WHAT YOU WILL DO:
The answer must consist of the records below, repeated exactly.

DATA SECTION:
========

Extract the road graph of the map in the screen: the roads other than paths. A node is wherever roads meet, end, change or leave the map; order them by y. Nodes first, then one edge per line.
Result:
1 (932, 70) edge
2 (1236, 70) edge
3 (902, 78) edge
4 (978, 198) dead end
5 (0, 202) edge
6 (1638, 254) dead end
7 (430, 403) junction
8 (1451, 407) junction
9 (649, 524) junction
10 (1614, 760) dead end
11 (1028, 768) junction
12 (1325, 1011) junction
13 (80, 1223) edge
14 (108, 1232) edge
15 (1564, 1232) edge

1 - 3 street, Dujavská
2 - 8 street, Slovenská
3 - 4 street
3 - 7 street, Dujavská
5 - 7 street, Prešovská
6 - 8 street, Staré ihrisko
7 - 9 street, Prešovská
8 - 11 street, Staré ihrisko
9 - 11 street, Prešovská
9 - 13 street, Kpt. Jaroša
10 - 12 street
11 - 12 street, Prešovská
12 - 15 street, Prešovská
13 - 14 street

========

RESULT:
Extract the road graph of the map in the screen: the roads other than paths. A node is wherever roads meet, end, change or leave the map; order them by y. Nodes first, then one edge per line.
Result:
1 (932, 70) edge
2 (1236, 70) edge
3 (902, 78) edge
4 (978, 198) dead end
5 (0, 202) edge
6 (1638, 254) dead end
7 (430, 403) junction
8 (1451, 407) junction
9 (649, 524) junction
10 (1614, 760) dead end
11 (1028, 768) junction
12 (1325, 1011) junction
13 (80, 1223) edge
14 (108, 1232) edge
15 (1564, 1232) edge

1 - 3 street, Dujavská
2 - 8 street, Slovenská
3 - 4 street
3 - 7 street, Dujavská
5 - 7 street, Prešovská
6 - 8 street, Staré ihrisko
7 - 9 street, Prešovská
8 - 11 street, Staré ihrisko
9 - 11 street, Prešovská
9 - 13 street, Kpt. Jaroša
10 - 12 street
11 - 12 street, Prešovská
12 - 15 street, Prešovská
13 - 14 street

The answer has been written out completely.